## DATA PROVIDED
__________
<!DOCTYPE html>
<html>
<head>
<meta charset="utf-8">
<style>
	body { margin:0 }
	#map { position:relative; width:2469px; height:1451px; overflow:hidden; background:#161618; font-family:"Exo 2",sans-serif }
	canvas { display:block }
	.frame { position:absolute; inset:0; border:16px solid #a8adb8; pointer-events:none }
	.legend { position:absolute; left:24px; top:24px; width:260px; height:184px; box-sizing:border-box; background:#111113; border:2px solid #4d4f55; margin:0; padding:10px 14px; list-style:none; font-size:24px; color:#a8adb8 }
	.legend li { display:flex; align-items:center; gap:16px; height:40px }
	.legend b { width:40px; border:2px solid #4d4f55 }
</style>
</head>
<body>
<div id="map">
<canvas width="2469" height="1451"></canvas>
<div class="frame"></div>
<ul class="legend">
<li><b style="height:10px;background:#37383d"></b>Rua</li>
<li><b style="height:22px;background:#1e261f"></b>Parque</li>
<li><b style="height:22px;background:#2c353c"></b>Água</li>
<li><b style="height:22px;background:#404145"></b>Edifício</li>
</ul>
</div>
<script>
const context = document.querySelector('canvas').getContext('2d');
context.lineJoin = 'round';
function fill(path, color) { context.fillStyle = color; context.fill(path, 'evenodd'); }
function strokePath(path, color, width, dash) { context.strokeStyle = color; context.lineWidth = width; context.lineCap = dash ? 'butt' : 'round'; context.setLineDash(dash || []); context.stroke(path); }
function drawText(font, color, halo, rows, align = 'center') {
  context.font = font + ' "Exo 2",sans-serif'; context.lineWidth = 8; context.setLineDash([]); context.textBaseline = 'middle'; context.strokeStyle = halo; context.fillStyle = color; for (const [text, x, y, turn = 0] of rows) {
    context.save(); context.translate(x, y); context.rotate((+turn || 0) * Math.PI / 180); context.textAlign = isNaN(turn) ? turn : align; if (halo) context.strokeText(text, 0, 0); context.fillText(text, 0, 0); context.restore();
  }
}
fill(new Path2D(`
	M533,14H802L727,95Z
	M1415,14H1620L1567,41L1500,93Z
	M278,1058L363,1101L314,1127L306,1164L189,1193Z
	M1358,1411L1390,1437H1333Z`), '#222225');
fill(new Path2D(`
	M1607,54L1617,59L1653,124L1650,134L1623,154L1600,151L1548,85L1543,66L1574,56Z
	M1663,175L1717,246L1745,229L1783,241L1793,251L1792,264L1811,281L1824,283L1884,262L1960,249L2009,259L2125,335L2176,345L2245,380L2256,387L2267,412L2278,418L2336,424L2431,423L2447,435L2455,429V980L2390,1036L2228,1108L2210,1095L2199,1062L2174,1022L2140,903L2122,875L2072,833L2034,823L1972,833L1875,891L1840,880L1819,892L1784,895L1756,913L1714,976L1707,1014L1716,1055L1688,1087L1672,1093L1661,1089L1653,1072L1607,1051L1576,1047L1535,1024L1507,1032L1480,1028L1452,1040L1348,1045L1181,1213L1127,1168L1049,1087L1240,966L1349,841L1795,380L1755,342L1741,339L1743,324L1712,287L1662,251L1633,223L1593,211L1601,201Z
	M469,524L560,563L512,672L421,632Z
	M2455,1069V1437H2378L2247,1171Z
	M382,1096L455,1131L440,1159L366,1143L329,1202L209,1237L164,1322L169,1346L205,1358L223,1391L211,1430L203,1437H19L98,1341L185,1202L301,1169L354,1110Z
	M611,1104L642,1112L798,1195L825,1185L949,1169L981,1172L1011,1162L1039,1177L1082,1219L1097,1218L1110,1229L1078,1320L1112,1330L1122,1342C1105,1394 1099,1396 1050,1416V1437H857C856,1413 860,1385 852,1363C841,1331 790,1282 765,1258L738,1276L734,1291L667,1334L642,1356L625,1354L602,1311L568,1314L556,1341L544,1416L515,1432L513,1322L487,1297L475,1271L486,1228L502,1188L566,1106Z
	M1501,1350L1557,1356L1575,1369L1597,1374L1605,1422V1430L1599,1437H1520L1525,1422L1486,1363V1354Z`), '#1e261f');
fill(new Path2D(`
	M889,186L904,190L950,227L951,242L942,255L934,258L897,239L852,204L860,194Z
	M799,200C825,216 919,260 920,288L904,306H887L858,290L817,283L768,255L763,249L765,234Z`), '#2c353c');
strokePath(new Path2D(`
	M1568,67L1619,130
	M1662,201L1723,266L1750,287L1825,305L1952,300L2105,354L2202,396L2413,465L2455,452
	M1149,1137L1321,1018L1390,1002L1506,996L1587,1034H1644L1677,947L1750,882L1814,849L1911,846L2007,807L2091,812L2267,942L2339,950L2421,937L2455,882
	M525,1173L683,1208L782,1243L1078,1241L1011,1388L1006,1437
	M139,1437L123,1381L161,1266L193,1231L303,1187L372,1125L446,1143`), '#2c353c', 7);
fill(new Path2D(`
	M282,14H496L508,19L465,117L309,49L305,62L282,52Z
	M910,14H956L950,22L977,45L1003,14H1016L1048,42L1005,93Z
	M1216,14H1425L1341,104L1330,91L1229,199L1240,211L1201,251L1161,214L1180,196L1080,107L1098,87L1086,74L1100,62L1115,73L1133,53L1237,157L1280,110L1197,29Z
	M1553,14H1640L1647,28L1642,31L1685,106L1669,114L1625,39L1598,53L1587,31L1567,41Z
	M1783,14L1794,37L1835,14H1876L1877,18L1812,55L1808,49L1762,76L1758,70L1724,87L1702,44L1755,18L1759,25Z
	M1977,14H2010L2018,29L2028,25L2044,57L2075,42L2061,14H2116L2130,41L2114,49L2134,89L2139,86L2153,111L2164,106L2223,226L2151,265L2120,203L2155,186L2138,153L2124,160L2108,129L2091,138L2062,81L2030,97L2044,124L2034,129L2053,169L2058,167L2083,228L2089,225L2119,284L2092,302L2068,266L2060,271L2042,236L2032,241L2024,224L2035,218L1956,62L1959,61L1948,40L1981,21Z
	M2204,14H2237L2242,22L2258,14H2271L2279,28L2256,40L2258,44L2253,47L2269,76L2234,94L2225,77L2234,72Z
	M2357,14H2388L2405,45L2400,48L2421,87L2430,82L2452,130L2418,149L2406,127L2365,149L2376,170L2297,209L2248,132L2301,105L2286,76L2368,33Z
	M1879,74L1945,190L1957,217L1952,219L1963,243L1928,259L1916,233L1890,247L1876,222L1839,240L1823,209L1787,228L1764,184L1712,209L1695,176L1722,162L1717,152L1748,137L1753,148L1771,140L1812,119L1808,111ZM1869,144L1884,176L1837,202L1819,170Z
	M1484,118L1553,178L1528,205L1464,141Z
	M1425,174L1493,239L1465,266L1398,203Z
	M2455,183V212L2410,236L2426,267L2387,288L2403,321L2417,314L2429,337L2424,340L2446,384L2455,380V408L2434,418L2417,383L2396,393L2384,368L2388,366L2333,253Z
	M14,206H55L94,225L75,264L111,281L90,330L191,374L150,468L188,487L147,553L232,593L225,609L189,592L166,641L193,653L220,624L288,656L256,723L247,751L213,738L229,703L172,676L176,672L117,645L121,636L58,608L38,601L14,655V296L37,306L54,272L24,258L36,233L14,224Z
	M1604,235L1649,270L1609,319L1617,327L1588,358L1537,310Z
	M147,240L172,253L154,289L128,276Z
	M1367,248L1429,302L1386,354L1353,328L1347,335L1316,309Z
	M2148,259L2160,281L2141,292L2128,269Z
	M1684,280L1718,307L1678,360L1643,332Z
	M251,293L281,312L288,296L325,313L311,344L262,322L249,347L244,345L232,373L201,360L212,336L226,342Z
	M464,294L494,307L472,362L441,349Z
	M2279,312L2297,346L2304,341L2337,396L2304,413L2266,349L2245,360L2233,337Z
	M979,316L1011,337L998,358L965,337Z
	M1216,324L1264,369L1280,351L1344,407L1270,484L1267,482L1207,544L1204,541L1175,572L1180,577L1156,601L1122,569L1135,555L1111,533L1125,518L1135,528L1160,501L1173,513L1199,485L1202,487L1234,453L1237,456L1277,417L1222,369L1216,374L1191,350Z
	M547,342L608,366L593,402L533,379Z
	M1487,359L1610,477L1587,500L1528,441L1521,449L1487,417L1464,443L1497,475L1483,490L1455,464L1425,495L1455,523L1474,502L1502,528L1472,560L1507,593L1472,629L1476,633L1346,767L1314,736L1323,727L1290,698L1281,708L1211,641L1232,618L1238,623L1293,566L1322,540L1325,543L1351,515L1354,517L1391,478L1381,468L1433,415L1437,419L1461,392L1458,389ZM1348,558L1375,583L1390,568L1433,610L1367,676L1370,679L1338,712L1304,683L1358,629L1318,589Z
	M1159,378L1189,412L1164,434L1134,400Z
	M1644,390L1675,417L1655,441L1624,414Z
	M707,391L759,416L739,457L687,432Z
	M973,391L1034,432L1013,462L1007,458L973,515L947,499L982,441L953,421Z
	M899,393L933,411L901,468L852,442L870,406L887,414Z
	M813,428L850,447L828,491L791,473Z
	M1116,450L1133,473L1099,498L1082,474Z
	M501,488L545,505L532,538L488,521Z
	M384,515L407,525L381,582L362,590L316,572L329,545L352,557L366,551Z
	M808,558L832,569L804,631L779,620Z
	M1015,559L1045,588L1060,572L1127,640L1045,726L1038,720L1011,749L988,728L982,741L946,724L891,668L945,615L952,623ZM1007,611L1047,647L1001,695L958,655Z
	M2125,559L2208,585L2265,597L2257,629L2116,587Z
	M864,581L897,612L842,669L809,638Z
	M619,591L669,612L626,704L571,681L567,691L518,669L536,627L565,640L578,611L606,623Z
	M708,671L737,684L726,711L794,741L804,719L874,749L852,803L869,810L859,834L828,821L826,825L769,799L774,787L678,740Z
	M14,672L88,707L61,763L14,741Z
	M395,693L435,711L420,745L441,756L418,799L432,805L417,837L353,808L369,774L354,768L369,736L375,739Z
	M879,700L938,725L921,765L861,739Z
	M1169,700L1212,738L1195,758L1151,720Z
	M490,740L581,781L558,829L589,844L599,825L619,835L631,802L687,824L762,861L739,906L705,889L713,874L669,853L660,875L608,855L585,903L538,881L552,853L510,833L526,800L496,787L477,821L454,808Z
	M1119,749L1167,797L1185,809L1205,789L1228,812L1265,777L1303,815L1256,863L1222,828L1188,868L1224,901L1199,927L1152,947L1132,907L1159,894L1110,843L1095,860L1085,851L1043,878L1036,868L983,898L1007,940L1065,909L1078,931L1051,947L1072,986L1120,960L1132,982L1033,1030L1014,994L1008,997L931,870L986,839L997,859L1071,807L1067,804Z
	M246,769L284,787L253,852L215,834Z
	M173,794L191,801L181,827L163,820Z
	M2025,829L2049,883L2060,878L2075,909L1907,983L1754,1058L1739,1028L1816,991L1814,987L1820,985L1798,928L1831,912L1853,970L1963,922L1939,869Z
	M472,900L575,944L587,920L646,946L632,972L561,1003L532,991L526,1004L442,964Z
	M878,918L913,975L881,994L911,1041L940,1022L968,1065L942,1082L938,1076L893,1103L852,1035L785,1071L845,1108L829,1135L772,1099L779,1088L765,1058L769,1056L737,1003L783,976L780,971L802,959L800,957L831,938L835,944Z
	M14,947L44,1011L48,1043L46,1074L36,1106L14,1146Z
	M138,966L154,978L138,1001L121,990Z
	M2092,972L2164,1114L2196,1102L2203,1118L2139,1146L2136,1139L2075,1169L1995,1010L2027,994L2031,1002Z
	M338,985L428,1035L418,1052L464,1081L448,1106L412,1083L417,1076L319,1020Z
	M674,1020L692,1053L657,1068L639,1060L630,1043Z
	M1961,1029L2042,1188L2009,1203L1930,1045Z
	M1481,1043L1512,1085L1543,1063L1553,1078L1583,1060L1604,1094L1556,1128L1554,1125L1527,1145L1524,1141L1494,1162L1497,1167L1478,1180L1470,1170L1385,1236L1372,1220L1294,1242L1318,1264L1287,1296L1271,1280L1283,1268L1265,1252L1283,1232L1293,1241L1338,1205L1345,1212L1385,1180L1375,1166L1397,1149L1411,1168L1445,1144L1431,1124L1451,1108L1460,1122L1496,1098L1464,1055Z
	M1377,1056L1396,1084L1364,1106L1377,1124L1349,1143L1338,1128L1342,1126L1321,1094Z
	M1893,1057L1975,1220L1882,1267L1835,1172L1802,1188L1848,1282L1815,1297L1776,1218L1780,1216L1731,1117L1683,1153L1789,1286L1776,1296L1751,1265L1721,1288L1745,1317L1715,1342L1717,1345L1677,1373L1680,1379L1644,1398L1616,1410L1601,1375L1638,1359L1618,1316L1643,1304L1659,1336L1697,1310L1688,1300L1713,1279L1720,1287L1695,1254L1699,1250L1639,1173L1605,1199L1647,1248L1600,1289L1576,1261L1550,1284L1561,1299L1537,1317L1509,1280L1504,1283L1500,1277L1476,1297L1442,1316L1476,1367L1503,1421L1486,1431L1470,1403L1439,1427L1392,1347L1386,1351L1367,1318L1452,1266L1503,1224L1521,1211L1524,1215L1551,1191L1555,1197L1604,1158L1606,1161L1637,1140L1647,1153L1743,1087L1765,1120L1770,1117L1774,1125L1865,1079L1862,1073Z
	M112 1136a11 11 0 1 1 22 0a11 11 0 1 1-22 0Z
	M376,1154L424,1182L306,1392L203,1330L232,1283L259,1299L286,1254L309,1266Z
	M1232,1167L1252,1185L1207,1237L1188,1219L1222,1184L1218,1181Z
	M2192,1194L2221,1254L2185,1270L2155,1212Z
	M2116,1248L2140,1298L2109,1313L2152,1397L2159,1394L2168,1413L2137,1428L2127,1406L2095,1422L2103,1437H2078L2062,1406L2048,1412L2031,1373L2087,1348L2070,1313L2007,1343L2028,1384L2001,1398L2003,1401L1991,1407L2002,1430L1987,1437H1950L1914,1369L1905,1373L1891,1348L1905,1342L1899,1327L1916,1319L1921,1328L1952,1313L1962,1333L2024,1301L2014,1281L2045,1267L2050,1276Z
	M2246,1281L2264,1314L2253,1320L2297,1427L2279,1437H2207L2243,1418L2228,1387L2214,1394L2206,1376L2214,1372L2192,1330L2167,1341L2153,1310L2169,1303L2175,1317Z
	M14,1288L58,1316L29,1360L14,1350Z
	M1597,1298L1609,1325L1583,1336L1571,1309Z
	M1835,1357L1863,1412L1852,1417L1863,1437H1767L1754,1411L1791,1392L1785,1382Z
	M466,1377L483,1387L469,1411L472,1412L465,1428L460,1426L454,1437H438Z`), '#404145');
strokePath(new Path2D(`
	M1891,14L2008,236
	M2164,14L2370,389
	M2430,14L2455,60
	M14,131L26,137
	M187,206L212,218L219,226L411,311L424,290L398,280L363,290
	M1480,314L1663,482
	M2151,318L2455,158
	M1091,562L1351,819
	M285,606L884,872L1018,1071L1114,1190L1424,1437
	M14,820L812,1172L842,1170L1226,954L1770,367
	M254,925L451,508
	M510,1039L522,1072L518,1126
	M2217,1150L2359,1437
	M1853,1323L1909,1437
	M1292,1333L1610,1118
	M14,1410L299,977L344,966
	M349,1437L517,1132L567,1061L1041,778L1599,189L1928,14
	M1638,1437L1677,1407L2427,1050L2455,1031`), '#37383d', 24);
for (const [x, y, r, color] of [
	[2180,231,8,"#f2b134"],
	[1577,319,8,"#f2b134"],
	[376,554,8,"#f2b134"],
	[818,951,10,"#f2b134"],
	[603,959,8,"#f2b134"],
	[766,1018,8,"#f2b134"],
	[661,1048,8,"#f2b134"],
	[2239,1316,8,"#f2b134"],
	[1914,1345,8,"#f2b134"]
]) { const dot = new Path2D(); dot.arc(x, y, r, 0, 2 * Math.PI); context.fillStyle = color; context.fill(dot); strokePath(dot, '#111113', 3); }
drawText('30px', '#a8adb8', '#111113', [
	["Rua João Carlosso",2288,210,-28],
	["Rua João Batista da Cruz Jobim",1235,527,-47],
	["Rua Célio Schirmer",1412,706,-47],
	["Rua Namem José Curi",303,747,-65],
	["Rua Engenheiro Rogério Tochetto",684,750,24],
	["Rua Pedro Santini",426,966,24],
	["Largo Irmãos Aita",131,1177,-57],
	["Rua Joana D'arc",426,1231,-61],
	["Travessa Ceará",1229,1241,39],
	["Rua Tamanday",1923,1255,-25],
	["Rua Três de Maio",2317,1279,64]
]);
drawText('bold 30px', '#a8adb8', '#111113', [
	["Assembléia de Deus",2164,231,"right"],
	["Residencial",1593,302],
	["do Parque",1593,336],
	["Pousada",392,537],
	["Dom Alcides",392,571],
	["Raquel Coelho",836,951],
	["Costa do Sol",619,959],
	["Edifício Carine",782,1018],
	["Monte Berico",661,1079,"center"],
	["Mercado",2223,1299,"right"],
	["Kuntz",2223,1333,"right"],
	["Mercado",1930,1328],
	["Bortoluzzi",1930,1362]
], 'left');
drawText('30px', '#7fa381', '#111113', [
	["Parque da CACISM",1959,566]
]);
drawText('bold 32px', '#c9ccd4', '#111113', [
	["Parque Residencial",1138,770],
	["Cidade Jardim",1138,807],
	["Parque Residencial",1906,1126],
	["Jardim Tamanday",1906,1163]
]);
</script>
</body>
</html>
__________
## EXERCISE PROMPT
From the line that contains "M2217,1150L2359,1437" down to the final line of the entries, print every line exactly as it is, and only those lines.

## EXERCISE RESPONSE
	M2217,1150L2359,1437
	M1853,1323L1909,1437
	M1292,1333L1610,1118
	M14,1410L299,977L344,966
	M349,1437L517,1132L567,1061L1041,778L1599,189L1928,14
	M1638,1437L1677,1407L2427,1050L2455,1031`), '#37383d', 24);
for (const [x, y, r, color] of [
	[2180,231,8,"#f2b134"],
	[1577,319,8,"#f2b134"],
	[376,554,8,"#f2b134"],
	[818,951,10,"#f2b134"],
	[603,959,8,"#f2b134"],
	[766,1018,8,"#f2b134"],
	[661,1048,8,"#f2b134"],
	[2239,1316,8,"#f2b134"],
	[1914,1345,8,"#f2b134"]
]) { const dot = new Path2D(); dot.arc(x, y, r, 0, 2 * Math.PI); context.fillStyle = color; context.fill(dot); strokePath(dot, '#111113', 3); }
drawText('30px', '#a8adb8', '#111113', [
	["Rua João Carlosso",2288,210,-28],
	["Rua João Batista da Cruz Jobim",1235,527,-47],
	["Rua Célio Schirmer",1412,706,-47],
	["Rua Namem José Curi",303,747,-65],
	["Rua Engenheiro Rogério Tochetto",684,750,24],
	["Rua Pedro Santini",426,966,24],
	["Largo Irmãos Aita",131,1177,-57],
	["Rua Joana D'arc",426,1231,-61],
	["Travessa Ceará",1229,1241,39],
	["Rua Tamanday",1923,1255,-25],
	["Rua Três de Maio",2317,1279,64]
]);
drawText('bold 30px', '#a8adb8', '#111113', [
	["Assembléia de Deus",2164,231,"right"],
	["Residencial",1593,302],
	["do Parque",1593,336],
	["Pousada",392,537],
	["Dom Alcides",392,571],
	["Raquel Coelho",836,951],
	["Costa do Sol",619,959],
	["Edifício Carine",782,1018],
	["Monte Berico",661,1079,"center"],
	["Mercado",2223,1299,"right"],
	["Kuntz",2223,1333,"right"],
	["Mercado",1930,1328],
	["Bortoluzzi",1930,1362]
], 'left');
drawText('30px', '#7fa381', '#111113', [
	["Parque da CACISM",1959,566]
]);
drawText('bold 32px', '#c9ccd4', '#111113', [
	["Parque Residencial",1138,770],
	["Cidade Jardim",1138,807],
	["Parque Residencial",1906,1126],
	["Jardim Tamanday",1906,1163]
]);
</script>
</body>
</html>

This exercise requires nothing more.